AXA Readies CDS Debut In Japan

AXA Life Insurance (Japan), with over USD14 billion in assets, is planning to begin buying credit-default swaps for its investment portfolio for the first time.

AXA Life Insurance (Japan), with over USD14 billion in assets, is planning to begin buying credit-default swaps for its investment portfolio for the first time. "We're now putting together our strategic allocation plan," said Moriyuki Ito, head of asset and liability management in Tokyo. The insurer is looking to increase investments in fund-of-fund products as well as begin buying five-year protection on U.S. and European names. "We hope that CDS spreads will [widen] in the next two-to-three years," said Ito, noting that the firm will then look to unwind its positions at a profit. Ito continued that due to the tightness of spreads on domestic default-swaps it will focus on familiar names from other markets. AXA will likely begin trading CDS after it completes its investment plan, which is expected in July.

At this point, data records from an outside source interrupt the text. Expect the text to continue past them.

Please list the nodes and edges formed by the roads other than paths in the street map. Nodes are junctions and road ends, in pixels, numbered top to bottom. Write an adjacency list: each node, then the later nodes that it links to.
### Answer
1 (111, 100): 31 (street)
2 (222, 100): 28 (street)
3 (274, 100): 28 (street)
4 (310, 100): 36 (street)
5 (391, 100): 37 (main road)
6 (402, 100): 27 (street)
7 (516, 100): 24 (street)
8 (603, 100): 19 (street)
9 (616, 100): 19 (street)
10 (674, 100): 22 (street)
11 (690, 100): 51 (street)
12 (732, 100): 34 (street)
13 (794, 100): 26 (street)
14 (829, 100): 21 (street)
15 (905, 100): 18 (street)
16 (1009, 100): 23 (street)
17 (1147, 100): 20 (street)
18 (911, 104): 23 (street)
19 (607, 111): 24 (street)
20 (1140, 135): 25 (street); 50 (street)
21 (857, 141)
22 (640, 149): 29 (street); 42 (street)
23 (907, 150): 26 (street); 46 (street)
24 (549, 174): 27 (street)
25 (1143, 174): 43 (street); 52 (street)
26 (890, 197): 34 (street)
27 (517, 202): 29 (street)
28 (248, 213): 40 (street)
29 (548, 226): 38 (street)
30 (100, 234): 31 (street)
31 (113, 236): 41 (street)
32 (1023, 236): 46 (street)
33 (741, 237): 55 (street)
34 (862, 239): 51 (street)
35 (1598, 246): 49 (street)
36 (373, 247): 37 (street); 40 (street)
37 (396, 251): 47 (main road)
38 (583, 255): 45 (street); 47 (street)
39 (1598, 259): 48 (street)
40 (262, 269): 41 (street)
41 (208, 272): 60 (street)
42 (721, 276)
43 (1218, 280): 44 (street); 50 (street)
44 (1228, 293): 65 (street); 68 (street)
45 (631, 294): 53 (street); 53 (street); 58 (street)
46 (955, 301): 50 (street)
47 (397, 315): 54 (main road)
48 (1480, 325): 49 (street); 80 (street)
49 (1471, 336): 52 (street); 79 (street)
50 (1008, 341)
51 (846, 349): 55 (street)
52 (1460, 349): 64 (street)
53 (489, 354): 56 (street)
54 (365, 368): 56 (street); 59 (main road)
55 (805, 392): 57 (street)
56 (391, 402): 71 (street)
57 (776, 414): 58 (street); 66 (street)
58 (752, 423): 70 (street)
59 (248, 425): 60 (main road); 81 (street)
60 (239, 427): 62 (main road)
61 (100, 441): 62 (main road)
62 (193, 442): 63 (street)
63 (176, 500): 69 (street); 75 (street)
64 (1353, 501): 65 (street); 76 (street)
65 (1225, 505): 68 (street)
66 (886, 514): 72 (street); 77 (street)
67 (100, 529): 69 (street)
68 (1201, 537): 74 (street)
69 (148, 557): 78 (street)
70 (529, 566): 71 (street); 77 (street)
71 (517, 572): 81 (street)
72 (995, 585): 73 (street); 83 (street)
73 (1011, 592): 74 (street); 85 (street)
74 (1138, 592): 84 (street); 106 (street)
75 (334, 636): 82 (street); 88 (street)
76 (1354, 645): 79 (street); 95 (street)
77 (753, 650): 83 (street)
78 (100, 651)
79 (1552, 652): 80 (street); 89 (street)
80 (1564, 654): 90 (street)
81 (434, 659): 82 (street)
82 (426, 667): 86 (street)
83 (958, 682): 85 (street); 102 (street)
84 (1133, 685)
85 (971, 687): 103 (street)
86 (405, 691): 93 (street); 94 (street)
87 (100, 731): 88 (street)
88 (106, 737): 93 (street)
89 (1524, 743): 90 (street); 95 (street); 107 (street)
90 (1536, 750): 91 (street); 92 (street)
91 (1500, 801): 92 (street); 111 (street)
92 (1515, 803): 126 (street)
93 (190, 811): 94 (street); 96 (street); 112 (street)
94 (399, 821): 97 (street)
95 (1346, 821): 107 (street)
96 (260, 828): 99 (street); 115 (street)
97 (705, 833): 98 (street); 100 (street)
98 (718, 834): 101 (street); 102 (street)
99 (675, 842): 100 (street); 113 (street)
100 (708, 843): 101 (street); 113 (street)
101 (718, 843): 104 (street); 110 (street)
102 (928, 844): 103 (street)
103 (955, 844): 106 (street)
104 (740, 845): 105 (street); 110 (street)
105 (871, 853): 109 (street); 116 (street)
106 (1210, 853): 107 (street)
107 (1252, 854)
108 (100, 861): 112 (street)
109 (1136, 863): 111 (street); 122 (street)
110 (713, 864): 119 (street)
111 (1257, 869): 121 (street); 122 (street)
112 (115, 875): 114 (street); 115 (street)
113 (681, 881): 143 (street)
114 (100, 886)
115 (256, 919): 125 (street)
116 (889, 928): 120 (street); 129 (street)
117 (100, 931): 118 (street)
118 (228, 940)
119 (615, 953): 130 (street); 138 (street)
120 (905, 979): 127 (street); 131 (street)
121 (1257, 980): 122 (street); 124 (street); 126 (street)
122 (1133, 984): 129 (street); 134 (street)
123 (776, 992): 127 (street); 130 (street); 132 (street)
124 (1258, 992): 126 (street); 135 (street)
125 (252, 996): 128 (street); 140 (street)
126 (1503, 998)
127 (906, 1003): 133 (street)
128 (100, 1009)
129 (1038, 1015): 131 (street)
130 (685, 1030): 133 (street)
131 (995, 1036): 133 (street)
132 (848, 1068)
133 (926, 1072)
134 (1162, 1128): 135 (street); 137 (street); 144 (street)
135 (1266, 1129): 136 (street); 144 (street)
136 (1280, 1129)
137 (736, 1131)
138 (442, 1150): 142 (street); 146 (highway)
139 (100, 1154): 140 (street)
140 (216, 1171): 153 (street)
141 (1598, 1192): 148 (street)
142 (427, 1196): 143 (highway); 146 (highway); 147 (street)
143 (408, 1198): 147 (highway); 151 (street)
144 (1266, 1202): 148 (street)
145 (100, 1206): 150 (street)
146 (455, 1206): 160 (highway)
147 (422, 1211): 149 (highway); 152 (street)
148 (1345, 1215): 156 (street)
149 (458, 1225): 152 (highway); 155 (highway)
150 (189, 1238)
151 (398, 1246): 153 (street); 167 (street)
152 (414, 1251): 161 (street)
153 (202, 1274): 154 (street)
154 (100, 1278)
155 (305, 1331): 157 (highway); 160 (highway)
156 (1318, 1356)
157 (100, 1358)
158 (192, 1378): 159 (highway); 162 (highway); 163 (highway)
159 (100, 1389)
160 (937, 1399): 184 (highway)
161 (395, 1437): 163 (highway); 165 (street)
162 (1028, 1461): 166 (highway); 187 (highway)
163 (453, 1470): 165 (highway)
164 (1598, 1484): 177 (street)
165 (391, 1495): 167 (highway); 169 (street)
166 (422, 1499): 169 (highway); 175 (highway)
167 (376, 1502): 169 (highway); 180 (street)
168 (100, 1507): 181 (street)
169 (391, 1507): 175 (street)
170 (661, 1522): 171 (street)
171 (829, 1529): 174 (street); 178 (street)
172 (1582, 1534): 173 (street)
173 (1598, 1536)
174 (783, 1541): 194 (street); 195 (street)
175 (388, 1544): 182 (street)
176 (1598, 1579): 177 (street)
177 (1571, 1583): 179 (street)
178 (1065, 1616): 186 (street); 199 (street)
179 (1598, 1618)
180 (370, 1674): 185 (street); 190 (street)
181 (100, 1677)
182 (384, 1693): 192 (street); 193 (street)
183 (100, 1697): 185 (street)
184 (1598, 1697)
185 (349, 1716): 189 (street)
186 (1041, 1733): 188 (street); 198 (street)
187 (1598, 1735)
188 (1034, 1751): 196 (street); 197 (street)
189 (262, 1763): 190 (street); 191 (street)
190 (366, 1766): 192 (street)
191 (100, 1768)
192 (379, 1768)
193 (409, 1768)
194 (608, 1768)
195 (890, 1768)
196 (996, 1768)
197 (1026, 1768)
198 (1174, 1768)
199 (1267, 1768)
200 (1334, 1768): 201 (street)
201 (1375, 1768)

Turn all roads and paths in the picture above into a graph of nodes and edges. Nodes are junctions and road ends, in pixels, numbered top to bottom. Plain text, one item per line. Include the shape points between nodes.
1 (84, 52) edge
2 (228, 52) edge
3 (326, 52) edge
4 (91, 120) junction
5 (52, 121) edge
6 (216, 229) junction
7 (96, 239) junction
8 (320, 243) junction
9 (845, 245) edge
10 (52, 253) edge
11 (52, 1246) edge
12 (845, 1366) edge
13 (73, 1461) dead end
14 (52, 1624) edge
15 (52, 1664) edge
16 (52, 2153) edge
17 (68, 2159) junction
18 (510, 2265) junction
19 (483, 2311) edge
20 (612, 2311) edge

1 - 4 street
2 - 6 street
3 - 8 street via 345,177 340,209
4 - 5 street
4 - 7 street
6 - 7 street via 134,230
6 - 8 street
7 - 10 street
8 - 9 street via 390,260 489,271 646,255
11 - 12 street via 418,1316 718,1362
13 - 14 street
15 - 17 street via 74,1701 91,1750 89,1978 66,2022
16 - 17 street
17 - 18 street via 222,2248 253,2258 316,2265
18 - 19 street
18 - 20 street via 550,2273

CDS positions could account for up to 30% of the total size of AXA's fixed income portfolio, Ito said, declining to comment on the value of the portfolio. The insurer has also bought over 10 synthetic collateralized debt obligation tranches (DW, 3/17) but Ito noted the firm will maintain its portfolio and focus more on buying credit protection rather than enter additional CDO transactions.

AXA will enter derivative positions via its investment management arm, AXA Investment Managers and Alliance Capital.